Australian scientists recently asked smart phone owners to record frog mating calls for them. Scientists have been tirelessly listening to hundreds of these recordings in an office at the Australian Museum in Sydney, although most recordings appear to be of insects, dogs barking and even people arguing.
Australia is home to roughly 240 different species of frogs. The scientists’ intent is to catalogue the frogs’ mating calls, and they had hoped that they could get some help from us non-scientists.
The scientists released a cell phone app, which was specifically designed for people to record these frog mating calls and send them directly to the scientists. According to the Wall Street Journal, this is not a new idea.
Scientists have been calling on the public to be their eyes and ears with similar projects, such as tracking rabbits in New Hampshire and snapping pictures of clouds for NASA.
I definitely have mixed feelings about this concept. While, I get the convenience of so many people having smart phones, I don’t think the average person is as reliable as one would think, especially with complex tasks such as these. Taking pictures of clouds seems simple enough, but having people track animals can get kind of dodgy, in my opinion.
My concern is that untrained people would not use the same level of caution and care as a scientist would when entering the habitats of these animals. I also believe that people may cause harm to the animals and environment because of the myopic attitude of wanting to be the one that got the desired video clip or sound bite.

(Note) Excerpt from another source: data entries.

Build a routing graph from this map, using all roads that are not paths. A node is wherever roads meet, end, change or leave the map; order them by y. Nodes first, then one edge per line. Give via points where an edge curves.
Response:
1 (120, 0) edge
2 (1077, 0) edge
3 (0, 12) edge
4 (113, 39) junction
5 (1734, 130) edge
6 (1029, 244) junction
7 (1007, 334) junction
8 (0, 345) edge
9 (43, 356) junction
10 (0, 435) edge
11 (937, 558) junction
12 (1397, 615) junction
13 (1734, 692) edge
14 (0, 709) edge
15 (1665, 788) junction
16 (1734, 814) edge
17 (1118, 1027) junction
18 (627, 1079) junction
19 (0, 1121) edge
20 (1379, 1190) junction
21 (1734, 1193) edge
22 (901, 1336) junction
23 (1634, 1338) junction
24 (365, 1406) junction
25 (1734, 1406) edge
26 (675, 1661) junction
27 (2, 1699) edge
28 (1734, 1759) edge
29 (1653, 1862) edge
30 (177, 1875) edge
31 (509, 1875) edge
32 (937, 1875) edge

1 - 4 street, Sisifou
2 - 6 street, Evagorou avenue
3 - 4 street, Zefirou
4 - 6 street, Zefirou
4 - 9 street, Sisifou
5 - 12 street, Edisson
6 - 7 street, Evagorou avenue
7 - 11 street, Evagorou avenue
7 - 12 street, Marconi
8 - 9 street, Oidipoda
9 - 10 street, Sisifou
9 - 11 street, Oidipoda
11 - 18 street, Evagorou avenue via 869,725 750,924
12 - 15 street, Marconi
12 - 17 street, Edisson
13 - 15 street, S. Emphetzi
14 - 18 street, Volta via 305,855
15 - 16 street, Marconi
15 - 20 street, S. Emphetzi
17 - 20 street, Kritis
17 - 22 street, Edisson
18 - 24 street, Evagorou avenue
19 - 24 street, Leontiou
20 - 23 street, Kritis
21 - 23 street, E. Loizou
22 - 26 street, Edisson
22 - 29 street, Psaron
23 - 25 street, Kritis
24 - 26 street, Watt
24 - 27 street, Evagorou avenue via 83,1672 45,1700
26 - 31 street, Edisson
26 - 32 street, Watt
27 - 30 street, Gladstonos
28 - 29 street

The Wall Street Journal article goes on to further discuss how unreliable the sound bites of the frogs being sent in are. Scientists at the Australian Museum in Sydney have complained that they are receiving an overwhelming number of recordings of crickets and cicadas, but no frogs.
I honestly can’t blame the people that are sending these audio clips in. To the untrained ear, frogs and insects sound eerily similar. The Wall Street Journal has a test, and out of the all of the audio clips I listened to, I only got about 30% correct, which is very poor.
I do hope that some of the data submitted by the non-scientists can be rendered useful, but it appears to be difficult to sift through all of the useless information, much like a lot of the noise we’re all exposed to on the internet.